Geometric Interpretation of Eigendecomposition

Question

If we have an orthogonal matrix $U$, then $U^Tx$ is essentially a rotation of the vector $x$. If we have a diagonal matrix $\Lambda$, then $\Lambda x$ is scaling the vector $x$ in each direction by the corresponding diagonal value.

Since any symmetric matrix $S=U\Lambda U^T$, $Sx=U\Lambda U^Tx$ which is rotation of $x$ by some angle $\vartheta$, scaling it by $\Lambda$ and then re-rotating by angle $-\vartheta$. Does this imply that multiplying by any symmetric matrix $S$ is just a scaling by its eigenvalues since the net rotation is $0$?

Answer 1

Yes, but the orthogonal matrix $U$ determines in which directions this scaling happens. Only applying the diagonal matrix

$$\Lambda=\begin{pmatrix} 2 & 0 \\ 0 & 3 \end{pmatrix}$$

scales by two on the $x$-axis and by three on the $y$-axis.

But you can scale along other (orthogonal) axes if you want to by adding a rotation matrix.

You can imagine this by first transforming the coordinate system by $U^T$, so that the desired stretching axes line up with the coordinate axes (red and blue lines in the image), then you scale along the usual coordinate axes by $\Lambda$, and then you rotate back by $U$.

Answer 2

General case for a diagonizable matrix

$$S = U.\Lambda.U^{-1} = \begin{pmatrix} 3 & 1 \\ 0 & 2 \end{pmatrix} =\begin{pmatrix} 1 & -1 / \sqrt 2 \\ 0 & 1 / \sqrt 2 \end{pmatrix} \begin{pmatrix} 3 & 0 \\ 0 & 2 \end{pmatrix} \begin{pmatrix} 1 & 1 \\ 0 & \sqrt 2 \end{pmatrix}$$

Multiplying by $S$ is equivalent to multiplying successively by $U^{-1}$, $\Lambda$ and $U$.

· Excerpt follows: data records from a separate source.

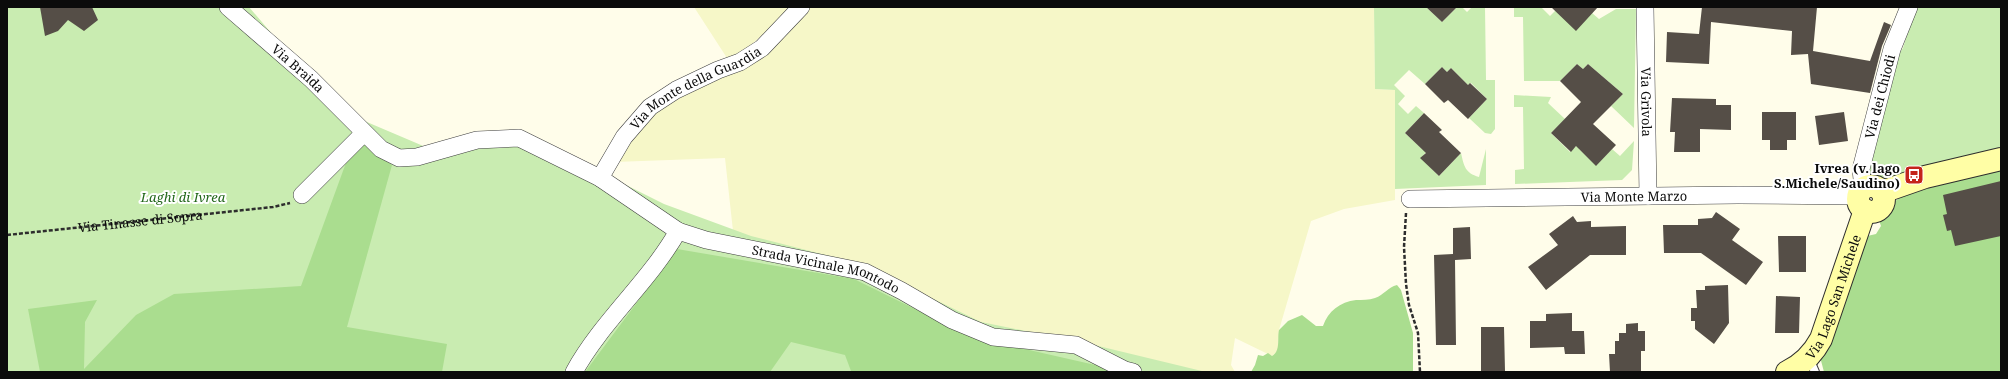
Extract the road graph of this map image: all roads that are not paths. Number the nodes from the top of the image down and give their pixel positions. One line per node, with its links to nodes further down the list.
1 (228, 7): 5 (street, Via Braida)
2 (801, 7): 7 (street, Via Monte della Guardia)
3 (1645, 7): 9 (street, Via Grivola)
4 (1909, 7): 10 (street, Via dei Chiodi)
5 (364, 133): 7 (street, Via Braida); 8 (street)
6 (2001, 159): 10 (main road)
7 (600, 178): 12 (street, Strada Vicinale Montodo)
8 (302, 195)
9 (1648, 196): 10 (street, Via Monte Marzo); 11 (street, Via Monte Marzo)
10 (1867, 197): 13 (main road, Via Lago San Michele)
11 (1410, 199)
12 (678, 231): 14 (street); 15 (street, Strada Vicinale Montodo)
13 (1812, 365): 16 (main road, Via Lago San Michele)
14 (574, 372)
15 (1133, 372)
16 (1787, 372)

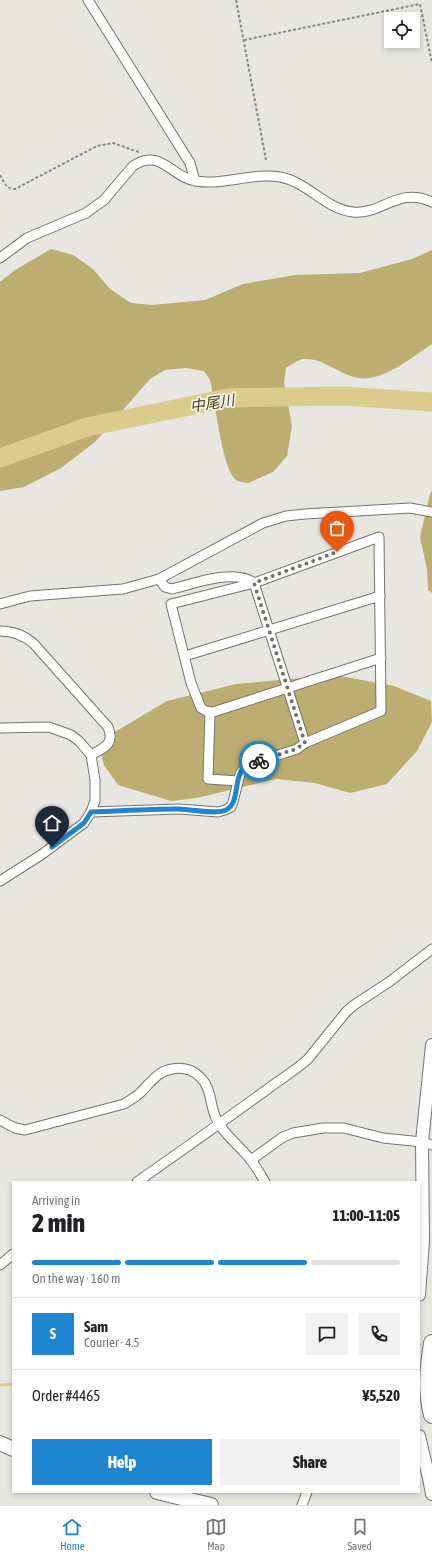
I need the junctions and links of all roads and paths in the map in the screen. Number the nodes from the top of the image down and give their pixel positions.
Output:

• Matrix $U$ is made of columns which are the eigenvectors of $S$. Multiplying by $U^{-1}$ aligns the eigenvectors with the basis vectors.

• Scaling by $\Lambda$ preserves the orientation of the eigenvectors, as they are aligned with the basis.

• The scaled, but with unchanged orientation, eigenvectors are returned to their initial orientation by multiplying by $U$.

The eigenvectors: $$v1=\begin{pmatrix} 1 \\ 0 \end{pmatrix} \text { and } v2=\begin{pmatrix} -1 / \sqrt 2 \\ 1 / \sqrt 2 \end{pmatrix}$$ are shown in color.

Specific case of a symmetric matrix

In the case of a real symmetric matrix $S$, $U$ is orthogonal. $U^{-1}=U^T$ and the relationship can be written:

$$S = U.\Lambda.U^T$$

$U$ is a unitary matrix, in the general case, a rotation matrix.

$$ S = \begin{pmatrix} 3 & \sqrt 2 \\ \sqrt 2 & 2 \end{pmatrix} =\begin{pmatrix} \sqrt {2/3} & -1 / \sqrt 3 \\ 1 / \sqrt 3 & \sqrt {2/3} \end{pmatrix} \begin{pmatrix} 4 & 0 \\ 0 & 1 \end{pmatrix} \begin{pmatrix} \sqrt {2/3} & 1 / \sqrt 3 \\ -1 / \sqrt 3 & \sqrt {2/3} \end{pmatrix} $$

Does this imply that multiplying by any symmetric matrix $S$ is just a scaling by its eigenvalues.

Yes, but as shown, the scaling must be applied in the basis defined by the eigenvectors, or equivalently the basis can be changed prior to apply it. In the case of a real symmetric matrix, the eigenvectors are orthogonal.